The records that appear below are to be restated word for word.

(Supplied records begins)

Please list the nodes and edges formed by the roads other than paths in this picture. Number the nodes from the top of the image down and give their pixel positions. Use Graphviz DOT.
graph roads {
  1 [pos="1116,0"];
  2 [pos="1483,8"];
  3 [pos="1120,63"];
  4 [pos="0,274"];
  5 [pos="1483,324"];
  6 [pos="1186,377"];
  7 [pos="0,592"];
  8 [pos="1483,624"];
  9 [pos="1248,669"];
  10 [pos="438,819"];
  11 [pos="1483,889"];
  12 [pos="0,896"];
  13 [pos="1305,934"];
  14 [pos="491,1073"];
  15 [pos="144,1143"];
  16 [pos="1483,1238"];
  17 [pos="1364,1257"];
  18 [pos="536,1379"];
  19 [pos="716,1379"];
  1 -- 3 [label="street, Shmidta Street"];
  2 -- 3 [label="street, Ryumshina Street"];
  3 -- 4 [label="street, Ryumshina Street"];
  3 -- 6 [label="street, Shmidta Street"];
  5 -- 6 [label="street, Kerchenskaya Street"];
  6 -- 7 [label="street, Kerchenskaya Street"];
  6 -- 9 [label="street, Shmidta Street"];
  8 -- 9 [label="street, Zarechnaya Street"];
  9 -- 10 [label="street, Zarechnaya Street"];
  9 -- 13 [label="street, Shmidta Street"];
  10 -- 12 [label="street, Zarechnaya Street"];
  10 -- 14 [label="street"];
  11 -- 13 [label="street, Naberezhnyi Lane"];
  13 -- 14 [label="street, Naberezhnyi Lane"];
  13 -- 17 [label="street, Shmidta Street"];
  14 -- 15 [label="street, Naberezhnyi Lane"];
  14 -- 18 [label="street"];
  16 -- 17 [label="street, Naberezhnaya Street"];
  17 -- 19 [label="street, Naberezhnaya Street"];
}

(Supplied records ends)

Answer for this exercise
Please list the nodes and edges formed by the roads other than paths in this picture. Number the nodes from the top of the image down and give their pixel positions. Use Graphviz DOT.
graph roads {
  1 [pos="1116,0"];
  2 [pos="1483,8"];
  3 [pos="1120,63"];
  4 [pos="0,274"];
  5 [pos="1483,324"];
  6 [pos="1186,377"];
  7 [pos="0,592"];
  8 [pos="1483,624"];
  9 [pos="1248,669"];
  10 [pos="438,819"];
  11 [pos="1483,889"];
  12 [pos="0,896"];
  13 [pos="1305,934"];
  14 [pos="491,1073"];
  15 [pos="144,1143"];
  16 [pos="1483,1238"];
  17 [pos="1364,1257"];
  18 [pos="536,1379"];
  19 [pos="716,1379"];
  1 -- 3 [label="street, Shmidta Street"];
  2 -- 3 [label="street, Ryumshina Street"];
  3 -- 4 [label="street, Ryumshina Street"];
  3 -- 6 [label="street, Shmidta Street"];
  5 -- 6 [label="street, Kerchenskaya Street"];
  6 -- 7 [label="street, Kerchenskaya Street"];
  6 -- 9 [label="street, Shmidta Street"];
  8 -- 9 [label="street, Zarechnaya Street"];
  9 -- 10 [label="street, Zarechnaya Street"];
  9 -- 13 [label="street, Shmidta Street"];
  10 -- 12 [label="street, Zarechnaya Street"];
  10 -- 14 [label="street"];
  11 -- 13 [label="street, Naberezhnyi Lane"];
  13 -- 14 [label="street, Naberezhnyi Lane"];
  13 -- 17 [label="street, Shmidta Street"];
  14 -- 15 [label="street, Naberezhnyi Lane"];
  14 -- 18 [label="street"];
  16 -- 17 [label="street, Naberezhnaya Street"];
  17 -- 19 [label="street, Naberezhnaya Street"];
}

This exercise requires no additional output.